The Zenevisi or Zenebishi ( 1304–1460) were a medieval Albanian noble family. They governed territories in Epirus, and were centered in Gjirokastër.

John Zenevisi was one of the most notable members of this family. Between 1373 and 1414 he controlled Gjirokastër and its surroundings. After the Ottomans captured the region of Epirus, some members of the family fled to Morea, while other members held high positions within Ottoman hierarchy.

History

Early History 

The "Zenevias", probably the Zenevisi, are mentioned in 1304 as one of the families that were granted privileges by the Angevin Philip I, Prince of Taranto. According to Robert Elsie, the family originated from the Zagoria region between Gjirokastër and Përmet, in modern-day southern Albania.

In 1381 and 1384, the Catholic lords of Arta asked the Ottoman troops for protection against the invading Albanians under the Zenevisi; the Ottomans routed the raiders and restored order in Epirus.

John Zenevisi is one of the most notable members of this family. Like many contemporary Balkan rulers who were under the cultural influence of the Byzantine Empire, he adopted a title from the Byzantine court hierarchy for himself, that of sevastokrator.

In 1399, during the battle of Mesopotamos, the Zenevisi defeated the army of Esau Buondelmonti. The Zenevisi captured the archontes of Ioannina and took Esau Buondelmonti as hostage. This victory would mark the heyday of the Zenevisi clan, which would last until 1418. During which, the Zenevisi clan annexed Saiata, Dryïnoupolis and made Gjirokastër the capital of their territory.
During the Ottoman Interregnum (1402–13) Zenevisi lost territory to the Republic of Venice; most of the mainland territories across from the Venetian possession of Corfu were taken.

Ottoman period 
Members of this family (as well as of the Arianiti and Muzaka clan) that initially resisted Ottoman expansion converted to Islam, while some of them rose to high positions within the Ottoman military and feudal hierarchy.
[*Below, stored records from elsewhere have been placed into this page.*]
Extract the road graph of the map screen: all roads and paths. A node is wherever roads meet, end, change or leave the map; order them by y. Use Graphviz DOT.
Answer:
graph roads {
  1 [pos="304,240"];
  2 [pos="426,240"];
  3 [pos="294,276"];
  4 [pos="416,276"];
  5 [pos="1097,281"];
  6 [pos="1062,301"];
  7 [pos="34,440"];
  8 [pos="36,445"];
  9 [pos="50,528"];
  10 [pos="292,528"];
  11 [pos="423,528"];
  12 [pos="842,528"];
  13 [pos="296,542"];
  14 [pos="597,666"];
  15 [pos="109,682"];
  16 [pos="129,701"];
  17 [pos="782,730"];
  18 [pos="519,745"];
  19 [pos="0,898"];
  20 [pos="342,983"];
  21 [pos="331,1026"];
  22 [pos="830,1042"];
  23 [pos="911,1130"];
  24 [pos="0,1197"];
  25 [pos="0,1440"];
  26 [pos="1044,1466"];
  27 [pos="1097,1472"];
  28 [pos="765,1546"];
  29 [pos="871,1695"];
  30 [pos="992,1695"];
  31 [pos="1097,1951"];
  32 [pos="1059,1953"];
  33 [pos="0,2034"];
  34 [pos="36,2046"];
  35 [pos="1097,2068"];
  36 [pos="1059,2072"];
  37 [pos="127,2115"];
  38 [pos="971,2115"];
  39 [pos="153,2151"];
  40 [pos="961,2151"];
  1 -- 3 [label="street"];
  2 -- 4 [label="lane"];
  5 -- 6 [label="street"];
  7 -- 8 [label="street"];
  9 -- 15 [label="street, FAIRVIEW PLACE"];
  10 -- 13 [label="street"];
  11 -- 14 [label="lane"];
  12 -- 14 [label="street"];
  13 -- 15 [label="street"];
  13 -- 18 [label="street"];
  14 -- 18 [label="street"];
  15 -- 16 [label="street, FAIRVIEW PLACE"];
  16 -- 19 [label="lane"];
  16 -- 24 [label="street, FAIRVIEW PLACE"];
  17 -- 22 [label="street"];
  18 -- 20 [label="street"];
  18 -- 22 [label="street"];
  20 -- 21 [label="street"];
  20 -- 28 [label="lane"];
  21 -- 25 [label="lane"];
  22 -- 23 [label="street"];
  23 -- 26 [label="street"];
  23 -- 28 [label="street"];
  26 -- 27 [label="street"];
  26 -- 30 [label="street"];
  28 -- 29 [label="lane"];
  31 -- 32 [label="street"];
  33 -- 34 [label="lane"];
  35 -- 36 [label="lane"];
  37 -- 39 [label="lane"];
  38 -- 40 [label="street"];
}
The Ottomans besieged and took control of Gjirokaster, the capital of the Zenevisi lands, in 1418, and John Zenevisi was killed in 1418 or 1419 by the Ottomans. The territory that the Zenevisi controlled before their submission to the Ottomans was registered in an Ottoman defter (tax register) of 1431 as "the lands of Zenevisi" ().
After the annexation of their territories by the Ottomans, the remaining members of the Zenevesi clan emigrated to Morea.

In 1443 Simon Zenevisi, John's grandson, built the Strovili fortress with Venetian approval and support. In 1454–55 Simon Zenevisi was recognized by Alphonso V as a vassal of the Kingdom of Naples.

John's son, known after his conversion to Islam as Hasan Bey, was a subaşi in Tetovo in 1455. The other son of John, whose Muslim name was Hamza Zenevisi, was an Ottoman military commander who defeated the forces of the Despots of the Morea besieging Patras in 1459. In 1460, following the Ottoman conquest of the Morea, he became a sanjakbey of the Sanjak of Mezistre.

Members 
John Zenevisi had the following descendants:

 A1. Anna ("Kyrianna"), Lady of Grabossa; married Andrea III Musachi (fl. 1419)
 A2. Maria, +after 1419; married Perotto d'Altavilla, the Baron of Corfu (+1445)
 A3. Thopia Zenevisi (d. 1435), Lord of Argyrokastron (1418–34), deposed by the Ottomans
 B1. Simone Zenevisi, Lord of the Strovilo (1443–61), deposed by the Ottomans
 C1. Alfonso (fl. 1456), an Ottoman political hostage who fled to Naples and became a Napolitan vassal
 C2. Alessandro ("Lech"), Lord of Strovilo which he then sold to Venice in 1473
 C3. Filippo, served Alessandro
 A4. Hamza Zenevisi ("Amos", fl. 1456-60), an Ottoman political hostage, he was converted into Islam and entered Ottoman service. In 1460 he became a sanjakbey of the Sanjak of Mezistre.
 A5. Hasan Zenevisi, subaşi in Tetovo in 1455.